RECORDS SUPPLIED: Begin

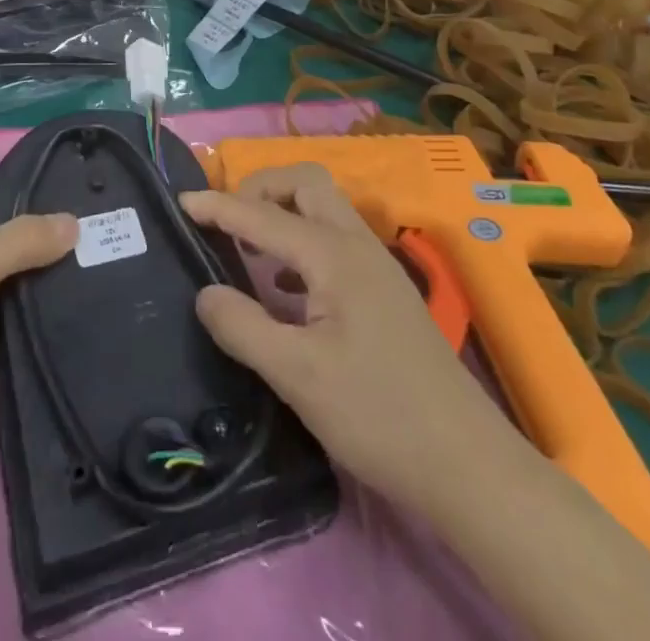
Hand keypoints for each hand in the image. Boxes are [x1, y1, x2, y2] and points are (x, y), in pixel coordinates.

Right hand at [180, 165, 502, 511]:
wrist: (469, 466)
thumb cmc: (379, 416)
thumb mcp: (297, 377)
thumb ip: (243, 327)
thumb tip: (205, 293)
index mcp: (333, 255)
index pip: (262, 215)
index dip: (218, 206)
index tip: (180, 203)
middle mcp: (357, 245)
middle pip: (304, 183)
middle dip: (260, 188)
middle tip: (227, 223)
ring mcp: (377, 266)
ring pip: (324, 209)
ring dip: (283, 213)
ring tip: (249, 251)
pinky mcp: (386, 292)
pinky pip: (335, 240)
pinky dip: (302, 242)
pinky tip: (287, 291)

RECORDS SUPPLIED: End
RECORDS SUPPLIED: Begin

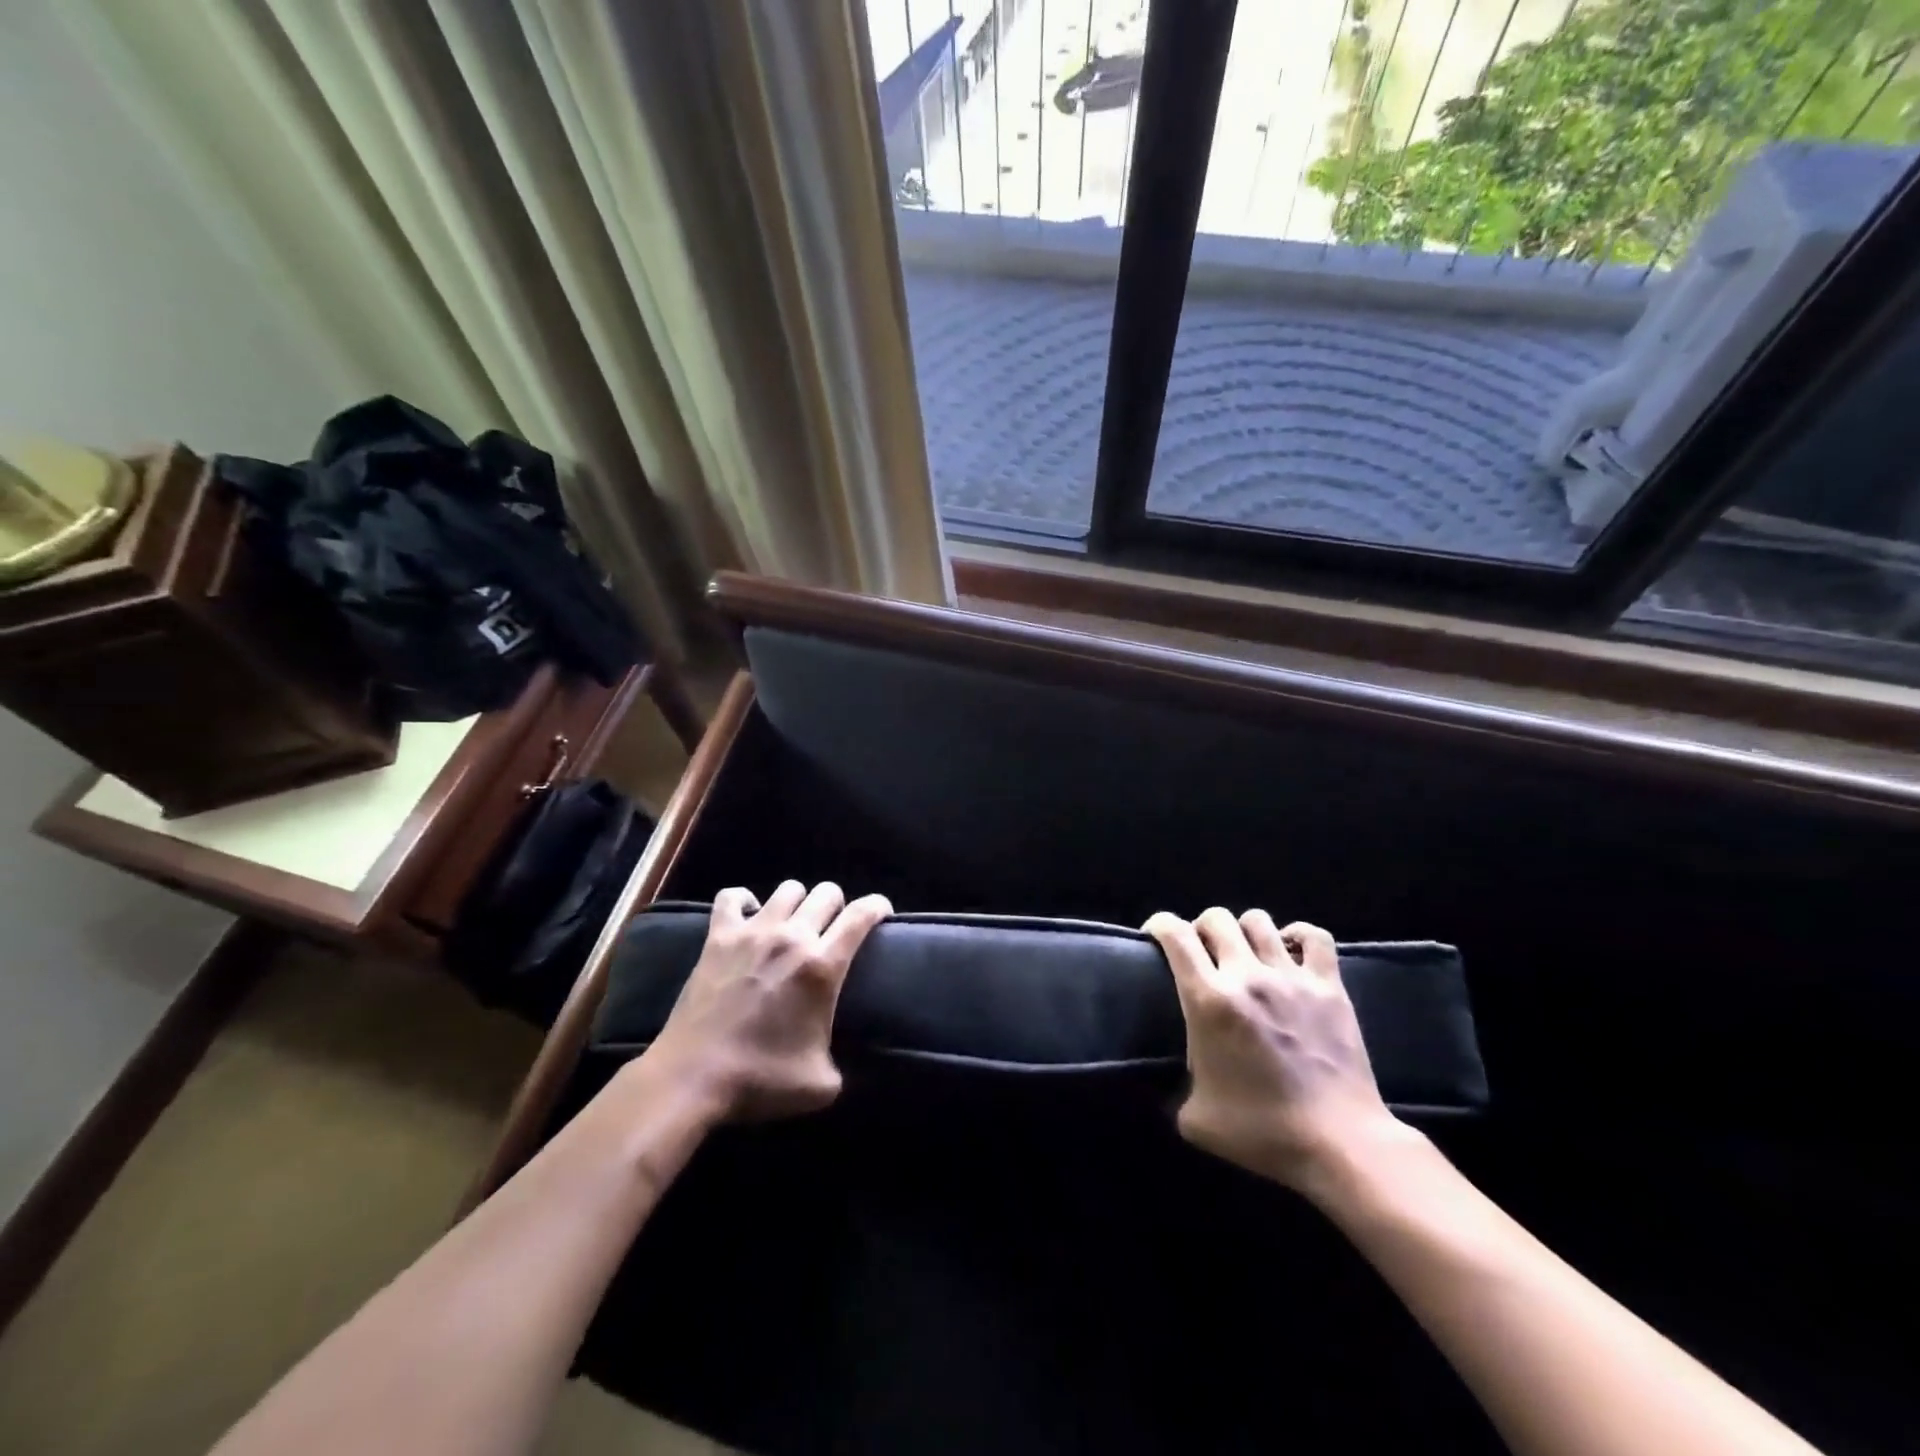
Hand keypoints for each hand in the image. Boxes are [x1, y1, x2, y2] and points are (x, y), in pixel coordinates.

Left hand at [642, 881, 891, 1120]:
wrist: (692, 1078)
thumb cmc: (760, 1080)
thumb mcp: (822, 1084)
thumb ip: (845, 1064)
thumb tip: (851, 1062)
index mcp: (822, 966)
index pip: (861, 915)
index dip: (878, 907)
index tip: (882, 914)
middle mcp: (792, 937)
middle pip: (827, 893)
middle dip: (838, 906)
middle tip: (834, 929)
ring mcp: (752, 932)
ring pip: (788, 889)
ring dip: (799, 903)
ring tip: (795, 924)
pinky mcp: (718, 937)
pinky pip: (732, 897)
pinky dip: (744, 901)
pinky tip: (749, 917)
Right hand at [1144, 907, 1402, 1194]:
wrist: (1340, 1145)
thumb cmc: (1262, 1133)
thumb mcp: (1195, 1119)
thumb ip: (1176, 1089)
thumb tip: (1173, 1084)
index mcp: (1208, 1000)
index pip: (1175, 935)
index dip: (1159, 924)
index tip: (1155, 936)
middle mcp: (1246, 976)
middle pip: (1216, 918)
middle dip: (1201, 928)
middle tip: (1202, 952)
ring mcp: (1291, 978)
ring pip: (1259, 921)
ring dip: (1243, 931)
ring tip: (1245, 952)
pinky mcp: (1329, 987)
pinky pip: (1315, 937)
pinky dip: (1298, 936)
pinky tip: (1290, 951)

RECORDS SUPPLIED: End
RECORDS SUPPLIED: Begin

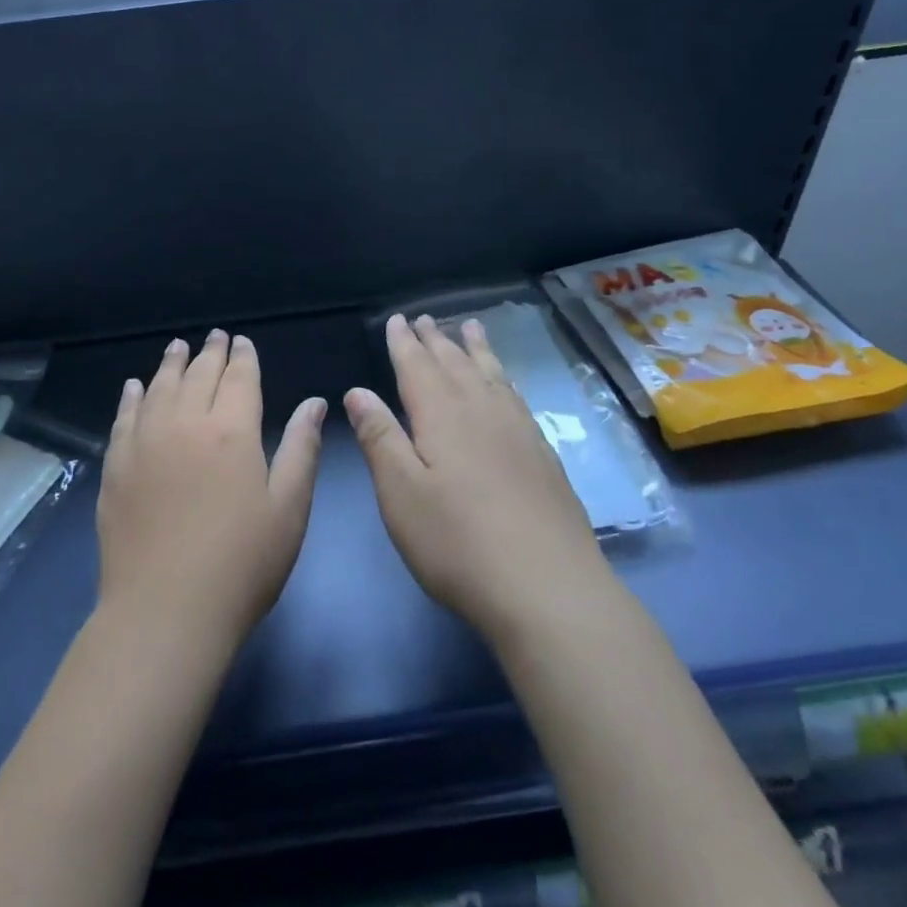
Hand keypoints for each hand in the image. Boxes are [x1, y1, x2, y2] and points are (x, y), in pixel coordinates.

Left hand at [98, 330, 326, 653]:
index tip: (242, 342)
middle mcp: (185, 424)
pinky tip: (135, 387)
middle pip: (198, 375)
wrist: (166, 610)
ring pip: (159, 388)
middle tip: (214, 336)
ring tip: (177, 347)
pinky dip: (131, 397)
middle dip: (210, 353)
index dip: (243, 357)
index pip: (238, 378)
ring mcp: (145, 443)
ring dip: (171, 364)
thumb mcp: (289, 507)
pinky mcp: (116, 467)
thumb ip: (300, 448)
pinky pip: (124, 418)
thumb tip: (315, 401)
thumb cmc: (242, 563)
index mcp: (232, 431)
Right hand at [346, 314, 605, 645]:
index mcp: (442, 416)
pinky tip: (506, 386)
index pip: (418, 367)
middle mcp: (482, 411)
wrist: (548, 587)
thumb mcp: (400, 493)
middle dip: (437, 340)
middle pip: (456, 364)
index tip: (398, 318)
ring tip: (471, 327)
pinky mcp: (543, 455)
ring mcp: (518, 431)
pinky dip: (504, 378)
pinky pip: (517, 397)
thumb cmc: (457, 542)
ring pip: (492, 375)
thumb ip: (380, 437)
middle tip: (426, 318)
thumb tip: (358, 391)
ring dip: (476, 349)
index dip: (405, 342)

RECORDS SUPPLIED: End

▸ DIRECTIONS FOR THIS TASK:
Set down, exactly as they appear above, all lines from the one that has "ring pip: (492, 375)" down to the one that has "index dip: (405, 342)", including those two and no others.

▸ ANSWER:
ring pip: (492, 375)
thumb ip: (380, 437)
middle tip: (426, 318)
thumb tip: (358, 391)
ring dip: (476, 349)
index dip: (405, 342)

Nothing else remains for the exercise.